* _Instructions for the task_: When a line in the records contains the string "font", copy that line.

* _Provided entries_:
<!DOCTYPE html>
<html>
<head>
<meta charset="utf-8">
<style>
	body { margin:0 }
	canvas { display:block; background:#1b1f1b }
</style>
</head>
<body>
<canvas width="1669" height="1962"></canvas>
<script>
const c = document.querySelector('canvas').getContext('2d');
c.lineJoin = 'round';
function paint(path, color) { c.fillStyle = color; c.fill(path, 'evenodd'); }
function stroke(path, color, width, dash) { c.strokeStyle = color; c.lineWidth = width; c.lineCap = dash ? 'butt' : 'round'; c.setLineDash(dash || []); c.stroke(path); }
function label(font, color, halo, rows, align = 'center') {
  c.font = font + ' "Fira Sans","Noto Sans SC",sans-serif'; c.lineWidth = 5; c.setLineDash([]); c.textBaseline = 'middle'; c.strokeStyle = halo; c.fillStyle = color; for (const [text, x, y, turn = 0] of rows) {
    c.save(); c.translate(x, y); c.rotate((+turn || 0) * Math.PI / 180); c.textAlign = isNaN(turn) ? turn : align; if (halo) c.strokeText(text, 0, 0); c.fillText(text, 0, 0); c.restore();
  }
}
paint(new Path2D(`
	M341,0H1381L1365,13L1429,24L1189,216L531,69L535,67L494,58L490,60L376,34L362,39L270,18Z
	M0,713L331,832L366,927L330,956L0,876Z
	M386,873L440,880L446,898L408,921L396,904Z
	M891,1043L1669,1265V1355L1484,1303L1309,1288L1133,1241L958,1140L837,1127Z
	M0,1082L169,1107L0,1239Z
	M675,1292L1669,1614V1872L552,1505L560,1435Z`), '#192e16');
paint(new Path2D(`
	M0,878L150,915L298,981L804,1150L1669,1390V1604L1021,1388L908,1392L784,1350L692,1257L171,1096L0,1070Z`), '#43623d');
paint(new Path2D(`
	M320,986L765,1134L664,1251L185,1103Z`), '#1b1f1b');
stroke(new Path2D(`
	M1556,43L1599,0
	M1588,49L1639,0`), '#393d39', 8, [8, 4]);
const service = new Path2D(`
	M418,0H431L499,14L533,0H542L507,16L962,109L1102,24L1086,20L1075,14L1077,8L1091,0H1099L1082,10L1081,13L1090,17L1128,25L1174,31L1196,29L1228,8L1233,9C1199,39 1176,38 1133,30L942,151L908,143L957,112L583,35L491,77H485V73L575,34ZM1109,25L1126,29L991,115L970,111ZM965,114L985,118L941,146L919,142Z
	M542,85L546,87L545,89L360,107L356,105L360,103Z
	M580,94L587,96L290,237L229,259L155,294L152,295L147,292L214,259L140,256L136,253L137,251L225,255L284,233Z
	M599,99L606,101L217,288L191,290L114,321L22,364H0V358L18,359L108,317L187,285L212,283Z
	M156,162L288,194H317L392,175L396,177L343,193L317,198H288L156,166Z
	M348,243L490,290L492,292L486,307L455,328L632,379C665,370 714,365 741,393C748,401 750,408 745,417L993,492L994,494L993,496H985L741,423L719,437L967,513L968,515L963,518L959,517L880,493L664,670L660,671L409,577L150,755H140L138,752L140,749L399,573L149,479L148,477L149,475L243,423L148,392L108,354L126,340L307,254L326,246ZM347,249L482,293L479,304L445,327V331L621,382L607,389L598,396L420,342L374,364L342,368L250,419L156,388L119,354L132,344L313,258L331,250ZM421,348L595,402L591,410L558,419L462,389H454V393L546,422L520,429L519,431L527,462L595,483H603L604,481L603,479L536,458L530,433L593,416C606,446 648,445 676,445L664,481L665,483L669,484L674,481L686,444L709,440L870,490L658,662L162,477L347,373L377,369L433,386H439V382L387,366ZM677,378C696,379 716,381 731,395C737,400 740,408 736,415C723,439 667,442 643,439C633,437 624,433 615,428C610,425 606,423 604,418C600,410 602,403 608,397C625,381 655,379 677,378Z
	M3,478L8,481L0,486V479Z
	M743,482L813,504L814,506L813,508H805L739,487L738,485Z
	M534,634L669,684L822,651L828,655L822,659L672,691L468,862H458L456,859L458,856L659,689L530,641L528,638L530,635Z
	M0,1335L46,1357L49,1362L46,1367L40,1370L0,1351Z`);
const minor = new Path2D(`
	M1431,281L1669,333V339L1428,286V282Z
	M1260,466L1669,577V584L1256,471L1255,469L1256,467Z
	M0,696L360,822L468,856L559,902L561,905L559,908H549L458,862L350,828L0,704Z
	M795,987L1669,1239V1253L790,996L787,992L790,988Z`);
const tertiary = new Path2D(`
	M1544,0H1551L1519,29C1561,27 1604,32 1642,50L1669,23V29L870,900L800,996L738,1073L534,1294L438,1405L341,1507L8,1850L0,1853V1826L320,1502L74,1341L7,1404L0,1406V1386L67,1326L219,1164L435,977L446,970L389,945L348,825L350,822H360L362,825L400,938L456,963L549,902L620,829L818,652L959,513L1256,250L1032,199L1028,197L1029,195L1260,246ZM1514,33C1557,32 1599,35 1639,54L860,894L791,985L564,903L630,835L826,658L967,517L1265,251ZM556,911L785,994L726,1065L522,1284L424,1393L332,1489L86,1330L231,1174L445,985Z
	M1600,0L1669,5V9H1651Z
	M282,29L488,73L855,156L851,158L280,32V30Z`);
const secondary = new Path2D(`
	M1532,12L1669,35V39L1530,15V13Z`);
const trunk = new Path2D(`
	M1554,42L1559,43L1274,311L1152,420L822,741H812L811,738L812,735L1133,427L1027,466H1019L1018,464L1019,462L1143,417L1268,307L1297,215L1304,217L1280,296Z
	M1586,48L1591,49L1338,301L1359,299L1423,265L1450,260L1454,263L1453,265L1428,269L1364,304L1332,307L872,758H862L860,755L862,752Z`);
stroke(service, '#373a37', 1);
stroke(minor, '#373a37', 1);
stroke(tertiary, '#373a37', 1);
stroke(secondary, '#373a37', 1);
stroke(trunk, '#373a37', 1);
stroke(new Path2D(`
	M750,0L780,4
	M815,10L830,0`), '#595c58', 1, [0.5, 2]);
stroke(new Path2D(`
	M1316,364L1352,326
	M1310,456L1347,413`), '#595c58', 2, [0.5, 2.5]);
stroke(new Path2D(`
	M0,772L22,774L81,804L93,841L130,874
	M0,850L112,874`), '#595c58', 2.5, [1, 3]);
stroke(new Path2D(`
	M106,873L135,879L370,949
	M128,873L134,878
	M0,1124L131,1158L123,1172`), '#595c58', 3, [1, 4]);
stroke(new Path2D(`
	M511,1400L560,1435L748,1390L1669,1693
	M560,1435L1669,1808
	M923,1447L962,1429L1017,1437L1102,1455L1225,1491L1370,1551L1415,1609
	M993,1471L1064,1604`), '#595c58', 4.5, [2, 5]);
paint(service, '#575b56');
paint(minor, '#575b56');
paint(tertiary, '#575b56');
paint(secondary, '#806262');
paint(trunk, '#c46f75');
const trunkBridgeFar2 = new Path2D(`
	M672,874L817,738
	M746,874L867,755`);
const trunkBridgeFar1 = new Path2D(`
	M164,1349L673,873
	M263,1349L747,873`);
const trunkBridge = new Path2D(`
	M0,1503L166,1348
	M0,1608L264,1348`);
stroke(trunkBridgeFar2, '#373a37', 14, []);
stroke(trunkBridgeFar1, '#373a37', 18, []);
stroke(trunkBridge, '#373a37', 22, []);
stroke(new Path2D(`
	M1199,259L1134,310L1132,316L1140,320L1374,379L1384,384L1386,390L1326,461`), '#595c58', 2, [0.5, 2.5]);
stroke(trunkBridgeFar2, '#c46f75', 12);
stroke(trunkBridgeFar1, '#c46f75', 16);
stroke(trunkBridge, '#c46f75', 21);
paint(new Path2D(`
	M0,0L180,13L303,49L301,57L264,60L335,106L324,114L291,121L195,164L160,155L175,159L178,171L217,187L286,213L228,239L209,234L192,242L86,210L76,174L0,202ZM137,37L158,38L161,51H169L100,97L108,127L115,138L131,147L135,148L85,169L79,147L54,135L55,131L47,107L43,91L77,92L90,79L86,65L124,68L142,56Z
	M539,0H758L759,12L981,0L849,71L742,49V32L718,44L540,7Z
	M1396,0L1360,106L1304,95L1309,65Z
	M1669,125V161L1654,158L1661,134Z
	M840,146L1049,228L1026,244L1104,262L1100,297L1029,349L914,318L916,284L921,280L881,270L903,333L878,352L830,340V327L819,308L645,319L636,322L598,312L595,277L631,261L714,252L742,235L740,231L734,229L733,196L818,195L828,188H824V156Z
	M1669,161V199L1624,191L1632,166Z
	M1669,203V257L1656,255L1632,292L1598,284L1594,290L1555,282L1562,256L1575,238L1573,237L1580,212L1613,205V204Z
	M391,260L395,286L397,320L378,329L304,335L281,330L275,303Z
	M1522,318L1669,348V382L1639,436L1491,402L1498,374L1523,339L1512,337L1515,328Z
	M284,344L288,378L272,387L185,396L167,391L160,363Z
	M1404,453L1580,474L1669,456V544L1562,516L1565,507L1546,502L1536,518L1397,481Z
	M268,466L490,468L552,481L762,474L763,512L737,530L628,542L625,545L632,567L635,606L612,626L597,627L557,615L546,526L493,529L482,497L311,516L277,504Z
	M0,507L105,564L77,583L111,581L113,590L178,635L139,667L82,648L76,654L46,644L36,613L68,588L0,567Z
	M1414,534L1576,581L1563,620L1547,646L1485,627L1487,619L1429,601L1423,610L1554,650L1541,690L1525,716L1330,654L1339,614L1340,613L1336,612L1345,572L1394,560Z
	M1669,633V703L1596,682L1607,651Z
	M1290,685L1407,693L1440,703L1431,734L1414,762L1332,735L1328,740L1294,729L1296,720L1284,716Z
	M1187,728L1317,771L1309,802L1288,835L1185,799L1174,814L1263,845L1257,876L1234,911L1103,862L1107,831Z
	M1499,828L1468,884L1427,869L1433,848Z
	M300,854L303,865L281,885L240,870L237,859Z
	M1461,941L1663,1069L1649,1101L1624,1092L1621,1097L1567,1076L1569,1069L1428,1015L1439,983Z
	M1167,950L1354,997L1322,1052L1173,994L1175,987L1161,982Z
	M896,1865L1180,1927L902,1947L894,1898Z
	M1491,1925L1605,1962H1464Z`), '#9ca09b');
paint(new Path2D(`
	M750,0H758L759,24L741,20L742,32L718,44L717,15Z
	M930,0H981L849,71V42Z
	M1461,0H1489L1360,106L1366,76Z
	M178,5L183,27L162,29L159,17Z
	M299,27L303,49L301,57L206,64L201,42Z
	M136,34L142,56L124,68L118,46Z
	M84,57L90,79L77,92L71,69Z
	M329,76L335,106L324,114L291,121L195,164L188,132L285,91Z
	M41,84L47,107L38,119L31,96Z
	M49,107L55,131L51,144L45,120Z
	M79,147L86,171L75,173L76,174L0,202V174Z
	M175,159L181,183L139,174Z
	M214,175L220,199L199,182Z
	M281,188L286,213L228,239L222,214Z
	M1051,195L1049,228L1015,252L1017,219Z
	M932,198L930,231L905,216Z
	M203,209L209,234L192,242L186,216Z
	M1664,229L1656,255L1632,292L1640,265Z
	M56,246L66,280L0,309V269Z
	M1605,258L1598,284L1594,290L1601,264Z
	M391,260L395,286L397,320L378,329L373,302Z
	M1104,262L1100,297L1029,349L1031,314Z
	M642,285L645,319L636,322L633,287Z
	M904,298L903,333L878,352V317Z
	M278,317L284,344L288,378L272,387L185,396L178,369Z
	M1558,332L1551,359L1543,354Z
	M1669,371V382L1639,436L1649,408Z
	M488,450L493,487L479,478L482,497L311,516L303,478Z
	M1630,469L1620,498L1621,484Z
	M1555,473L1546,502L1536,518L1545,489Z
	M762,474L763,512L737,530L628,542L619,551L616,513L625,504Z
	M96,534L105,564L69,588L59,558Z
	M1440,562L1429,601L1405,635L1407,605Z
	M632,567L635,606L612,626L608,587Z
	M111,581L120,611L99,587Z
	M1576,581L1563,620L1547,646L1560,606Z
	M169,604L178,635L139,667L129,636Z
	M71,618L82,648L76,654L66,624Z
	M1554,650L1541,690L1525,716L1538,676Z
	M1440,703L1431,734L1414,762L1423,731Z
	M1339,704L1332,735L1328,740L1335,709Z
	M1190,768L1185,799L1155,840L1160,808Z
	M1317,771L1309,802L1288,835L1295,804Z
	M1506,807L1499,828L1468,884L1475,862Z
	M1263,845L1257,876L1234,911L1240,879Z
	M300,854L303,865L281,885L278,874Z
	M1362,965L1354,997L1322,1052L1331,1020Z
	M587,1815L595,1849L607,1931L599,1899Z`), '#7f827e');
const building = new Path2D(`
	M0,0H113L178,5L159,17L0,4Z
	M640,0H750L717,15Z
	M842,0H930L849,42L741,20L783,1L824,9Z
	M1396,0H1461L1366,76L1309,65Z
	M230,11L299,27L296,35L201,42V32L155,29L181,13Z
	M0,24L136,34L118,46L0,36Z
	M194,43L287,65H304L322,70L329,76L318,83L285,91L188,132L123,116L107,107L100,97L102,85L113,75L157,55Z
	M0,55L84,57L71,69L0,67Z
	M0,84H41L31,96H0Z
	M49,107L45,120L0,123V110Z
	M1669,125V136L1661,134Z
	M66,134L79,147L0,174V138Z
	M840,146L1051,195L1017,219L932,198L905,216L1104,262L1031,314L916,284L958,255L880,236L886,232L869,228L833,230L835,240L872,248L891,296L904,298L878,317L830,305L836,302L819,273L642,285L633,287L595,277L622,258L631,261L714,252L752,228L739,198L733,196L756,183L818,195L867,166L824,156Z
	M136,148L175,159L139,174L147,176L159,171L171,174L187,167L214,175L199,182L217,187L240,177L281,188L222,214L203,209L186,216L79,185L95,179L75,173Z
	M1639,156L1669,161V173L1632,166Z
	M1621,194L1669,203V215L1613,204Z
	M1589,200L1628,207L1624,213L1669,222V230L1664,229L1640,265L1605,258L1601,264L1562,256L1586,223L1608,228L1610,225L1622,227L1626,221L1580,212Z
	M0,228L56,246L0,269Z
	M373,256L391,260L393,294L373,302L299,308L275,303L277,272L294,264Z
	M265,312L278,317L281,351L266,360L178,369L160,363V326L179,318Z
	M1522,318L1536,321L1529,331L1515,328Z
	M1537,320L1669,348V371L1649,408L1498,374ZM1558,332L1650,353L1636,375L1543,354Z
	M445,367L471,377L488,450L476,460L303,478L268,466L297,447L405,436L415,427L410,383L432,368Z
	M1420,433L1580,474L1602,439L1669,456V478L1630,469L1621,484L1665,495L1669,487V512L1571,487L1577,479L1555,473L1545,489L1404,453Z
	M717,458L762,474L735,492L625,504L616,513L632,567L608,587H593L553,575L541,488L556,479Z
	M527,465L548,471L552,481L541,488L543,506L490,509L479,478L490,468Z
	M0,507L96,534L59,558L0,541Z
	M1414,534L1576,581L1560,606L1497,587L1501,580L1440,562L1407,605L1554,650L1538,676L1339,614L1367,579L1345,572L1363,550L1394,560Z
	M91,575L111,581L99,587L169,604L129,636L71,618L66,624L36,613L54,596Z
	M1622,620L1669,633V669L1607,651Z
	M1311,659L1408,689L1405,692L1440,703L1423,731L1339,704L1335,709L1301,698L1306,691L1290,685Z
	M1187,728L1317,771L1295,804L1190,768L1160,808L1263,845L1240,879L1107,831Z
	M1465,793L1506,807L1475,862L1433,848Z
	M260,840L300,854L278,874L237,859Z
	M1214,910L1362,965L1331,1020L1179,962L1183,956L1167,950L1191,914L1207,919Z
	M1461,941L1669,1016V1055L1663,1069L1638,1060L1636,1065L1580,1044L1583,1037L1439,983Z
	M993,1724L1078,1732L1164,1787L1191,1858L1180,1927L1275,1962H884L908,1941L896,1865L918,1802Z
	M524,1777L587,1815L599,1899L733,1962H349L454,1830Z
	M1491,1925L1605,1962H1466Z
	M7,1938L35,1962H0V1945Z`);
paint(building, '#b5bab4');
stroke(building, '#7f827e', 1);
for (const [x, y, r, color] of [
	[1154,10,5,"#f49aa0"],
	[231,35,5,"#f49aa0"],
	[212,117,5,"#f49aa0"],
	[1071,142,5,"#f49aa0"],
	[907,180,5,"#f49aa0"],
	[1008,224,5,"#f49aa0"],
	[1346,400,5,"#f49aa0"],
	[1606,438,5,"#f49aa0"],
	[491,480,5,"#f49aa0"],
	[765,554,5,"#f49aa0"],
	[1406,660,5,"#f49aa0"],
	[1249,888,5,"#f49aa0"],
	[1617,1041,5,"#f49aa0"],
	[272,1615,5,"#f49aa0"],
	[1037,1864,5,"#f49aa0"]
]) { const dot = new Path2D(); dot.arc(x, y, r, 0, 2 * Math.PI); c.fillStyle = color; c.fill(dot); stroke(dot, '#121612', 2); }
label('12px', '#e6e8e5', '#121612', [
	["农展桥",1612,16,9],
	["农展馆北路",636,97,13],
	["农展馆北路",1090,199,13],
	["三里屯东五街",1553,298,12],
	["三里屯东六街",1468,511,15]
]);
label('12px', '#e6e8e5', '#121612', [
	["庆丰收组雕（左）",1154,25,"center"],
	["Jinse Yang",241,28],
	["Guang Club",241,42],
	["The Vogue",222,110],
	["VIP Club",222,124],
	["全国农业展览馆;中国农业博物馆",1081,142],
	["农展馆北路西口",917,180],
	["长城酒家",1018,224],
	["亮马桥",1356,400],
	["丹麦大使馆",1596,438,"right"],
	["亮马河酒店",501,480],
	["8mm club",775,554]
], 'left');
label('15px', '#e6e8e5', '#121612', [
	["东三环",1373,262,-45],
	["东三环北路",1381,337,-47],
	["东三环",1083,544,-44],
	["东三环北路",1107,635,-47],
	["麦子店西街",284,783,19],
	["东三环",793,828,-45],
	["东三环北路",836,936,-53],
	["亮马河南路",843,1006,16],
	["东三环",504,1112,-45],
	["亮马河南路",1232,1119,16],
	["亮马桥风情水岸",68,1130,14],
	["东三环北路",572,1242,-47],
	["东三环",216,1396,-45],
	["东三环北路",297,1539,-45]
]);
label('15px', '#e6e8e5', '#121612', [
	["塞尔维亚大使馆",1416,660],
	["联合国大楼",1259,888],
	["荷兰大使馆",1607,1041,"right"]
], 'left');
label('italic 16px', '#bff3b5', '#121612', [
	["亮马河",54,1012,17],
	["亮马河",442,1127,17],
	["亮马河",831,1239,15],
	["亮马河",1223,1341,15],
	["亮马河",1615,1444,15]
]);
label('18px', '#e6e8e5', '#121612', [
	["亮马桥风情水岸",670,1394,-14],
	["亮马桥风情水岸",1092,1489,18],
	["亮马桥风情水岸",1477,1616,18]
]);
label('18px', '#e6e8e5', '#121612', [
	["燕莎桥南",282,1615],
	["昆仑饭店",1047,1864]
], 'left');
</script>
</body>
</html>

* _Task result_:
function label(font, color, halo, rows, align = 'center') {
  c.font = font + ' "Fira Sans","Noto Sans SC",sans-serif'; c.lineWidth = 5; c.setLineDash([]); c.textBaseline = 'middle'; c.strokeStyle = halo; c.fillStyle = color; for (const [text, x, y, turn = 0] of rows) {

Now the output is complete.